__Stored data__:
-----

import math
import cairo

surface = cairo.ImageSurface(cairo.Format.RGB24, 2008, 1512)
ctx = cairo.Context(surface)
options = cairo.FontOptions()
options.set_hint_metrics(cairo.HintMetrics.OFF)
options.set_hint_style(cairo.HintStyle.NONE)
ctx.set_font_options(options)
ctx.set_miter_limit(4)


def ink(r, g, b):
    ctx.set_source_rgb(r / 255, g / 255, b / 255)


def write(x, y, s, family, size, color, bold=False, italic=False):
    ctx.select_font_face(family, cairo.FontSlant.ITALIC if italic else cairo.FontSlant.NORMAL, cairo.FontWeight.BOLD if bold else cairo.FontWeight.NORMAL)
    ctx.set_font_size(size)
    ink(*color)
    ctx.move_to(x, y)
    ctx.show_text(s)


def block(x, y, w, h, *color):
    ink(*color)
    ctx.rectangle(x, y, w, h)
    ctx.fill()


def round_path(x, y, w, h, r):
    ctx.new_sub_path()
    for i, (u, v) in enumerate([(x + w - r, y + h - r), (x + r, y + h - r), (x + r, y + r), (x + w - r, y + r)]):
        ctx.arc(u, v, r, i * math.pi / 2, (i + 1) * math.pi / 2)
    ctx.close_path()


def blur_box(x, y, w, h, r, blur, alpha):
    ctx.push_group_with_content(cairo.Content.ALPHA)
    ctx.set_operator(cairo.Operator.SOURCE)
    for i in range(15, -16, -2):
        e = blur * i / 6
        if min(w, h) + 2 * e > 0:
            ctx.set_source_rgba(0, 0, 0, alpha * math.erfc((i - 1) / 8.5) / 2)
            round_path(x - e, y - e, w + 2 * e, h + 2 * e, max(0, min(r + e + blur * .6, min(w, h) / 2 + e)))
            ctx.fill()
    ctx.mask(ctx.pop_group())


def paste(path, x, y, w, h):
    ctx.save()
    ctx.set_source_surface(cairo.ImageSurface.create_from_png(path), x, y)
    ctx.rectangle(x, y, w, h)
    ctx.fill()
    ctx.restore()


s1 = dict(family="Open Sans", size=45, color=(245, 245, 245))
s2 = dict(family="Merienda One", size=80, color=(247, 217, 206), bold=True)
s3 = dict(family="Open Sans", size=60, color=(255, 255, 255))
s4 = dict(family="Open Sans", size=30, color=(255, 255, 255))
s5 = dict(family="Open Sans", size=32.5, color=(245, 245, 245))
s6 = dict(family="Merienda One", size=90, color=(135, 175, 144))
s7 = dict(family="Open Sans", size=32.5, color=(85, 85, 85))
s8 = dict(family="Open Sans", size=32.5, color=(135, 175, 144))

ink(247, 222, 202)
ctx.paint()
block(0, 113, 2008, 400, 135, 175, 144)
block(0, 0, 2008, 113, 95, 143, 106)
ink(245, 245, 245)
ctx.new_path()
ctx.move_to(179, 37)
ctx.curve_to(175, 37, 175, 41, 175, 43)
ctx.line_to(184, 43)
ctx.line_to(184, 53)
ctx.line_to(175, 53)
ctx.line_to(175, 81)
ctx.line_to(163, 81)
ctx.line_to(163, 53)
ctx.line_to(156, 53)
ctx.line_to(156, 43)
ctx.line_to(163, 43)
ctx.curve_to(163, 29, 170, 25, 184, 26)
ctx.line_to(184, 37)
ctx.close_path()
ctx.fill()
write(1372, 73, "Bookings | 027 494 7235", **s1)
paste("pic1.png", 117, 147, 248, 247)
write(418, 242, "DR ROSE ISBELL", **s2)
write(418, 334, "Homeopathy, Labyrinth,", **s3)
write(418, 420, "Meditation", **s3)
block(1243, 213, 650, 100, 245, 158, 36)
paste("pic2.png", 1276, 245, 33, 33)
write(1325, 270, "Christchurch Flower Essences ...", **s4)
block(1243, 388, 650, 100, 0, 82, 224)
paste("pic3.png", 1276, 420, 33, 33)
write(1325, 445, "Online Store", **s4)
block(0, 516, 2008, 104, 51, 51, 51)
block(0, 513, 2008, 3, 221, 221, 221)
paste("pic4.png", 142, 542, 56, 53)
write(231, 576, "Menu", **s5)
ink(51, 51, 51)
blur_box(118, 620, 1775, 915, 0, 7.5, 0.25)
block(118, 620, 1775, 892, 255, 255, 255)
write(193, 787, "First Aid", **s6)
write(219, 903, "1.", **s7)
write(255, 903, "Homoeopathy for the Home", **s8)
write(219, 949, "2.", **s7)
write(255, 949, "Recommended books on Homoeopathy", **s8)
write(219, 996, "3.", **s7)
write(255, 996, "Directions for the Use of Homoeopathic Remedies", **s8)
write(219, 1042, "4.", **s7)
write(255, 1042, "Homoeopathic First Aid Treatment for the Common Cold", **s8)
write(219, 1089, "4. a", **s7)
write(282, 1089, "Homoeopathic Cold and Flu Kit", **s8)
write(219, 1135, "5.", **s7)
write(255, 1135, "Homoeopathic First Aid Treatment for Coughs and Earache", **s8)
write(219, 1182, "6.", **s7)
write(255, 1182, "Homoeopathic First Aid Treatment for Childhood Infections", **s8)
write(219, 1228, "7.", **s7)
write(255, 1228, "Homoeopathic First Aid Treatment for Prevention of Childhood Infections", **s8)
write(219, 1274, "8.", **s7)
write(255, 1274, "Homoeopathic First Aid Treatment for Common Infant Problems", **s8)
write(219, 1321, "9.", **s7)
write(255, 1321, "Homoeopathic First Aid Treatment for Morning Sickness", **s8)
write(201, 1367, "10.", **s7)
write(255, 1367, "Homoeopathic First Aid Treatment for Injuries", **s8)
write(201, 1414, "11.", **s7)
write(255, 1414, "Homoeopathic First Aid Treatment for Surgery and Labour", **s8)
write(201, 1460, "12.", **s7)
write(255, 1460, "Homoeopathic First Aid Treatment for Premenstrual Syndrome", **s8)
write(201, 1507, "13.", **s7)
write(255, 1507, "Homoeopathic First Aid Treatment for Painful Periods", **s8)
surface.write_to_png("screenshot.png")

-----

__What to produce__: Write out exactly the lines that begin at the one containing "blur_box(118, 620, 1775, 915, 0, 7.5, 0.25)" and continue through the last line of the data, and only those.

__Output__:
blur_box(118, 620, 1775, 915, 0, 7.5, 0.25)
block(118, 620, 1775, 892, 255, 255, 255)
write(193, 787, "First Aid", **s6)
write(219, 903, "1.", **s7)
write(255, 903, "Homoeopathy for the Home", **s8)
write(219, 949, "2.", **s7)
write(255, 949, "Recommended books on Homoeopathy", **s8)
write(219, 996, "3.", **s7)
write(255, 996, "Directions for the Use of Homoeopathic Remedies", **s8)
write(219, 1042, "4.", **s7)
write(255, 1042, "Homoeopathic First Aid Treatment for the Common Cold", **s8)
write(219, 1089, "4. a", **s7)
write(282, 1089, "Homoeopathic Cold and Flu Kit", **s8)
write(219, 1135, "5.", **s7)
write(255, 1135, "Homoeopathic First Aid Treatment for Coughs and Earache", **s8)
write(219, 1182, "6.", **s7)
write(255, 1182, "Homoeopathic First Aid Treatment for Childhood Infections", **s8)
write(219, 1228, "7.", **s7)
write(255, 1228, "Homoeopathic First Aid Treatment for Prevention of Childhood Infections", **s8)
write(219, 1274, "8.", **s7)
write(255, 1274, "Homoeopathic First Aid Treatment for Common Infant Problems", **s8)
write(219, 1321, "9.", **s7)
write(255, 1321, "Homoeopathic First Aid Treatment for Morning Sickness", **s8)
write(201, 1367, "10.", **s7)
write(255, 1367, "Homoeopathic First Aid Treatment for Injuries", **s8)
write(201, 1414, "11.", **s7)
write(255, 1414, "Homoeopathic First Aid Treatment for Surgery and Labour", **s8)
write(201, 1460, "12.", **s7)
write(255, 1460, "Homoeopathic First Aid Treatment for Premenstrual Syndrome", **s8)
write(201, 1507, "13.", **s7)
write(255, 1507, "Homoeopathic First Aid Treatment for Painful Periods", **s8)
surface.write_to_png("screenshot.png")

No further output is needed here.